= What you should do =
Gather, from the data below, each line in which the word "Mabini" occurs.

+--

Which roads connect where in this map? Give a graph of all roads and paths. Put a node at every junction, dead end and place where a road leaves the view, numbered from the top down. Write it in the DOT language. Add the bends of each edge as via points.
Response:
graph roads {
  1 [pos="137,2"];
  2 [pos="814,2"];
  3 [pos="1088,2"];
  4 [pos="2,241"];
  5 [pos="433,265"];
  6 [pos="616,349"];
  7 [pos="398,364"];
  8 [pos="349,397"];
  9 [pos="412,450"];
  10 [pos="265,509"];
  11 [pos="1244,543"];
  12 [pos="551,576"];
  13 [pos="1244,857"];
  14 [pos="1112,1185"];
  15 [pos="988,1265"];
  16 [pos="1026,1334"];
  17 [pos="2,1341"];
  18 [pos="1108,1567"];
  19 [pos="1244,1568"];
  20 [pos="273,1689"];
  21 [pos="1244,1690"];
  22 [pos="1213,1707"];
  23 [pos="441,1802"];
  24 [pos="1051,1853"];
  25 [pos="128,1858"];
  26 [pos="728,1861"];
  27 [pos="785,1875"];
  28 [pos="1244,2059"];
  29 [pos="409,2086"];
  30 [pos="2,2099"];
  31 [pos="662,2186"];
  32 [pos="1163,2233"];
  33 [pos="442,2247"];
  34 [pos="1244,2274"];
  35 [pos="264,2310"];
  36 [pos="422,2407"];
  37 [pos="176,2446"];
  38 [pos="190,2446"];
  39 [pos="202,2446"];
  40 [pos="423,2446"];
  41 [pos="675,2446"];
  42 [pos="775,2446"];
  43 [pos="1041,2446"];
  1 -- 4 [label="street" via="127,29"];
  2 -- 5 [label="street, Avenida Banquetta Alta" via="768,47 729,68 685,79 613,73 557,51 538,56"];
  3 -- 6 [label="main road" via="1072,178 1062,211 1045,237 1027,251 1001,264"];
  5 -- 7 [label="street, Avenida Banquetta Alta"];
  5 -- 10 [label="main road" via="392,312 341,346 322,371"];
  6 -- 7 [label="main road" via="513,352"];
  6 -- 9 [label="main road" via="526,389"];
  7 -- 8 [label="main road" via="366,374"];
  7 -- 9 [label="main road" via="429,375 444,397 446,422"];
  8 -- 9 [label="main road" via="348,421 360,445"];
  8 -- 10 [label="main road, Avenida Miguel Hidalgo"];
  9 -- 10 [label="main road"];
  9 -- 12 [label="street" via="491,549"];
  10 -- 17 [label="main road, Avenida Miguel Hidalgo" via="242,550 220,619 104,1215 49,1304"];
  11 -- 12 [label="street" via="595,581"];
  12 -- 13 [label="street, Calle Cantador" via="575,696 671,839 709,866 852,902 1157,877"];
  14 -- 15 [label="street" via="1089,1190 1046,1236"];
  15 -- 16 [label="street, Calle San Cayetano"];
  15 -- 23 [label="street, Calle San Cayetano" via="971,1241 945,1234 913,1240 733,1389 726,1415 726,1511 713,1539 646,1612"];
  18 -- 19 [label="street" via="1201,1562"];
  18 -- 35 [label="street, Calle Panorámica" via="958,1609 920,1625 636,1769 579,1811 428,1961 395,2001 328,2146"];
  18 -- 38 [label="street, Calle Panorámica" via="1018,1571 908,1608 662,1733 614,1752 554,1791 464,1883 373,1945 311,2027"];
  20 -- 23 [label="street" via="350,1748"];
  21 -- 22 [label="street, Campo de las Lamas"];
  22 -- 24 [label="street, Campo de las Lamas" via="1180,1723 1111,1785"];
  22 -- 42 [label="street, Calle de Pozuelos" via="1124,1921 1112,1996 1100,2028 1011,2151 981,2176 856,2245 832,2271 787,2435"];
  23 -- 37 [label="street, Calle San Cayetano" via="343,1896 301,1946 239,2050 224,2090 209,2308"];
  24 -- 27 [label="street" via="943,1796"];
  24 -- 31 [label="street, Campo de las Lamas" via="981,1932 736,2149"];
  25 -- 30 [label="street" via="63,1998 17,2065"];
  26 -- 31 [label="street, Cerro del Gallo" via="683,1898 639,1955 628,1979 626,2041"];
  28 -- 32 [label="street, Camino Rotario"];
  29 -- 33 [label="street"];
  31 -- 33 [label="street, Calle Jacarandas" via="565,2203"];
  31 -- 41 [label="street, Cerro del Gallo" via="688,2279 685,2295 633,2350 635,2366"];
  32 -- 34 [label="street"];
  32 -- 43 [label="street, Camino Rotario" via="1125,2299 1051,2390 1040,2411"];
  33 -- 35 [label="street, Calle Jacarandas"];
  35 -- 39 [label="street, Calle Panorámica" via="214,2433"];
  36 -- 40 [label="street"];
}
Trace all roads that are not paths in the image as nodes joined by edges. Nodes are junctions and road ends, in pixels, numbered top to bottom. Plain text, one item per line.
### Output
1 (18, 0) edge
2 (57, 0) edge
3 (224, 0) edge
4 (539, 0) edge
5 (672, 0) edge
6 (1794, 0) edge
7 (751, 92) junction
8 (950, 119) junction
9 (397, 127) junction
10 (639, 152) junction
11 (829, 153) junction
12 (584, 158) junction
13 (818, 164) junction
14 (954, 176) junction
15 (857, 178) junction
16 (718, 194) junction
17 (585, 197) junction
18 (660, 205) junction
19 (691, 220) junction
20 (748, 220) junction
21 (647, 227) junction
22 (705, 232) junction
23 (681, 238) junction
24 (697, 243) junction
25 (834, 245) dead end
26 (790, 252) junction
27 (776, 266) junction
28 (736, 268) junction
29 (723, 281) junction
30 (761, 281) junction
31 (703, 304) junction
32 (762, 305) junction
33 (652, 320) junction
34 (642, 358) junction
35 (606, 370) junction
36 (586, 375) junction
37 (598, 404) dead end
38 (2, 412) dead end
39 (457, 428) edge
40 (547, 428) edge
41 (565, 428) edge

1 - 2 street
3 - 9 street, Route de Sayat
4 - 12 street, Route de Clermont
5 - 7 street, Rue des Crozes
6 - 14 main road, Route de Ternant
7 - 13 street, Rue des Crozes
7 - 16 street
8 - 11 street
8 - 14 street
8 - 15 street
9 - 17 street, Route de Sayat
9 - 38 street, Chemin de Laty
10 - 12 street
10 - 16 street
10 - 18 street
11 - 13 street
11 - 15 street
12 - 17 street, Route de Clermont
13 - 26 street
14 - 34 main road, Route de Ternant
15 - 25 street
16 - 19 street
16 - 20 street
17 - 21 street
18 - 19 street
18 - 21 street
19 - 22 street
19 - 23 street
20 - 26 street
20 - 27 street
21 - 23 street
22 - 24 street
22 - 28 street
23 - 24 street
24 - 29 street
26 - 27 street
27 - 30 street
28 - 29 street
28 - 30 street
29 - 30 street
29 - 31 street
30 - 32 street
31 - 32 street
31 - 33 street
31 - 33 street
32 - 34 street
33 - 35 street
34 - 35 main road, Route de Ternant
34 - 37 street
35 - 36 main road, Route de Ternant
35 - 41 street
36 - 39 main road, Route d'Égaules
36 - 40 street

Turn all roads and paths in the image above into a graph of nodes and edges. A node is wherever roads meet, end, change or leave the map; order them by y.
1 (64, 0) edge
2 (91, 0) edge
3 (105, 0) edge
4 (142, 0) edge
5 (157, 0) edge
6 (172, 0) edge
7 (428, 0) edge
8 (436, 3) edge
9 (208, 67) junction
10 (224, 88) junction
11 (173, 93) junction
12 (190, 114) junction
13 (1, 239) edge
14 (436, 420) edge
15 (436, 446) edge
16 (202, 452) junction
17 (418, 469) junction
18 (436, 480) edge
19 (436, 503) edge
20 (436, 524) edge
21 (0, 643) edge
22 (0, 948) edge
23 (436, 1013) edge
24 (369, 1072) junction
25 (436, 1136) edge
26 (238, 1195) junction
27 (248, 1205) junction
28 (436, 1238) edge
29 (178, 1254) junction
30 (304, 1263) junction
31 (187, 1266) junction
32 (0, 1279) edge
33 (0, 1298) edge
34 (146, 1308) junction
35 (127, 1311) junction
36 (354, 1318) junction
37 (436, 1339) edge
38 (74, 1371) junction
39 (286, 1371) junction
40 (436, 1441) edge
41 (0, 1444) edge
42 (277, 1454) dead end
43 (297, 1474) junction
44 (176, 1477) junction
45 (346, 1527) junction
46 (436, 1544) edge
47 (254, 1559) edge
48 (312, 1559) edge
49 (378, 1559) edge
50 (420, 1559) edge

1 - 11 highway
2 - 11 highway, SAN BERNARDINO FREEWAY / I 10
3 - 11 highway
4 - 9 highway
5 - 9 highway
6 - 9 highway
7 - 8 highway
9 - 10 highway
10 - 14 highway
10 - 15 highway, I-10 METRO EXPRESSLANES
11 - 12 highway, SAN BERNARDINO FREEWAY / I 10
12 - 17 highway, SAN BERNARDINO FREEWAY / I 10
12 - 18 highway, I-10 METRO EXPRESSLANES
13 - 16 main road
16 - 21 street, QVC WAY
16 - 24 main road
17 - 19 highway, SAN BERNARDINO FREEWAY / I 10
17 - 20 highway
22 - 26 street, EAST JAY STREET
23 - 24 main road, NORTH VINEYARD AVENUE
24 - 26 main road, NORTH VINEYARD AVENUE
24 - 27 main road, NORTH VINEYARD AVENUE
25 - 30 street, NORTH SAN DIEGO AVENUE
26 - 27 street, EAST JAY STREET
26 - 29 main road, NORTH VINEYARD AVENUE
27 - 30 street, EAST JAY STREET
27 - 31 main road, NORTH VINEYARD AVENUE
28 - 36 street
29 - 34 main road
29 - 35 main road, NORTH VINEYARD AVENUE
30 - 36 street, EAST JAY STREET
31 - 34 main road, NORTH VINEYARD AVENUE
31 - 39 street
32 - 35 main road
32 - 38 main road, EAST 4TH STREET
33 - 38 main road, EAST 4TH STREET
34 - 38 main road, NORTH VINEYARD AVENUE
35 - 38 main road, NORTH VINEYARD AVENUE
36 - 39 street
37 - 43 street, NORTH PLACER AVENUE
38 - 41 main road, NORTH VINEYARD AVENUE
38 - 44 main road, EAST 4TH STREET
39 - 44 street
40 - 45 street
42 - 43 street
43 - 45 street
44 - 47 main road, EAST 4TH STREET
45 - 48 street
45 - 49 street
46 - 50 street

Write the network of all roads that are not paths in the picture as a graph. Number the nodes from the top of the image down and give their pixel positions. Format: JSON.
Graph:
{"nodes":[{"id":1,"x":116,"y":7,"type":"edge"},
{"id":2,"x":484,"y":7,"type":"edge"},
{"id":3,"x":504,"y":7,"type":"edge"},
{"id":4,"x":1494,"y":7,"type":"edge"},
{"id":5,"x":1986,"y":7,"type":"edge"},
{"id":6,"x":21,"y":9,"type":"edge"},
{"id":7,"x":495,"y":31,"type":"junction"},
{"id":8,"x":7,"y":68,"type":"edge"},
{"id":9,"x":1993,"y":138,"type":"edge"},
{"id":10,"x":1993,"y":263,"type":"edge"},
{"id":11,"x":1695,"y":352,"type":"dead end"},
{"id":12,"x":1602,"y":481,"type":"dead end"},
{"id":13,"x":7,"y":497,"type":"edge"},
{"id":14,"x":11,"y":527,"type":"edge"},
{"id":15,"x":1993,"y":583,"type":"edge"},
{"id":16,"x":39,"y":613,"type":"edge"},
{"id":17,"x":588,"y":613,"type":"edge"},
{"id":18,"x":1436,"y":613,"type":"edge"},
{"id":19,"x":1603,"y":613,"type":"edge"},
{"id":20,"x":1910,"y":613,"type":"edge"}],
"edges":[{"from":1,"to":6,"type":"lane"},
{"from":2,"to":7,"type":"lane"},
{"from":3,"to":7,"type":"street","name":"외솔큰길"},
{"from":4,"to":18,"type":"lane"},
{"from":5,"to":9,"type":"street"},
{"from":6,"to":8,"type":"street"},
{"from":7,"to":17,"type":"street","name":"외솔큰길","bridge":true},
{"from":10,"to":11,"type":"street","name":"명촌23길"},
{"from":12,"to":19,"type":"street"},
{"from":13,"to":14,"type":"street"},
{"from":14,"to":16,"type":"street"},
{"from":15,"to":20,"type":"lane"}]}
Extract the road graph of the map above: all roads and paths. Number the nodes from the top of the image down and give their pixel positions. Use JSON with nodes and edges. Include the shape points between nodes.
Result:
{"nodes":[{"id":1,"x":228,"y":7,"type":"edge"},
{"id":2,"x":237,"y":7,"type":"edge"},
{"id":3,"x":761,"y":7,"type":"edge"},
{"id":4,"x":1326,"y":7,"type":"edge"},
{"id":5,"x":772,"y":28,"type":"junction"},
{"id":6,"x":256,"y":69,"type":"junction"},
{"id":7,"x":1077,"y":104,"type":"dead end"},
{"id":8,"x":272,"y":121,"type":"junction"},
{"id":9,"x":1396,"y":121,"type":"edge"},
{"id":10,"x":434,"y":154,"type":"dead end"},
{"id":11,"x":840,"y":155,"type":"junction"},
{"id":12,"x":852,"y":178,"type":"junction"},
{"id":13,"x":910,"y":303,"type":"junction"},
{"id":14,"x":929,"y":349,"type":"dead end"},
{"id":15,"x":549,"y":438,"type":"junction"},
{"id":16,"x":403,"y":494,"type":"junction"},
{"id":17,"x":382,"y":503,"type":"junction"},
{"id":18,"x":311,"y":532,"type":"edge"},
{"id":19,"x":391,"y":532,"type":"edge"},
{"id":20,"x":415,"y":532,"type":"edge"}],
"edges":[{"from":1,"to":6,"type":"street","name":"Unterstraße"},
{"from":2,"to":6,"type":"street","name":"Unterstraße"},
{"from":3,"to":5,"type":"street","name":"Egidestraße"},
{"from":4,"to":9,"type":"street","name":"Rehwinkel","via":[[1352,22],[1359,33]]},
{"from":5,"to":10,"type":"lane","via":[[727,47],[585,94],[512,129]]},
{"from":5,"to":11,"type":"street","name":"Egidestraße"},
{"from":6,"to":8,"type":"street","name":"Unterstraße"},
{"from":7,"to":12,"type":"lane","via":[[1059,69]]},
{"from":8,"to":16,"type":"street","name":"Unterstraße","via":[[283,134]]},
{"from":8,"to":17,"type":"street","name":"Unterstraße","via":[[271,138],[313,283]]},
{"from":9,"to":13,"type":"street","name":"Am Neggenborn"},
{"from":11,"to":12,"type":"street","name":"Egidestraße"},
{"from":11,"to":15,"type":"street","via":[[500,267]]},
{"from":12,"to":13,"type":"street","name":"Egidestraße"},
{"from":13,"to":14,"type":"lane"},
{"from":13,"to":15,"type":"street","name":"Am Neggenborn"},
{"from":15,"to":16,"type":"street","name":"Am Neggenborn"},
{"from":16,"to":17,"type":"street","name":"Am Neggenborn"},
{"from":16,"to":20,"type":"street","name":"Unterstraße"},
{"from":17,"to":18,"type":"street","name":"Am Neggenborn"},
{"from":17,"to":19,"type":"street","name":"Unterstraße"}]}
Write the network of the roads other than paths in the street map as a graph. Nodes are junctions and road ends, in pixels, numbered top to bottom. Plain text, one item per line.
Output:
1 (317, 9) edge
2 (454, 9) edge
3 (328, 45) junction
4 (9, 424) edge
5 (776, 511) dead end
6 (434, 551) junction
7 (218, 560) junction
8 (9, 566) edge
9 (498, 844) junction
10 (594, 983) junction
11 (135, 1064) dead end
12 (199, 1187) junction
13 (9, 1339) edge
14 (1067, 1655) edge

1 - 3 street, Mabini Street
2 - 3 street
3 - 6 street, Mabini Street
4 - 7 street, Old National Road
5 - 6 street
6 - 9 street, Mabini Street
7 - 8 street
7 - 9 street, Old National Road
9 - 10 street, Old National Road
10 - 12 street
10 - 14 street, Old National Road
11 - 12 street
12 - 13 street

+--

= Solution =
1 - 3 street, Mabini Street
3 - 6 street, Mabini Street
6 - 9 street, Mabini Street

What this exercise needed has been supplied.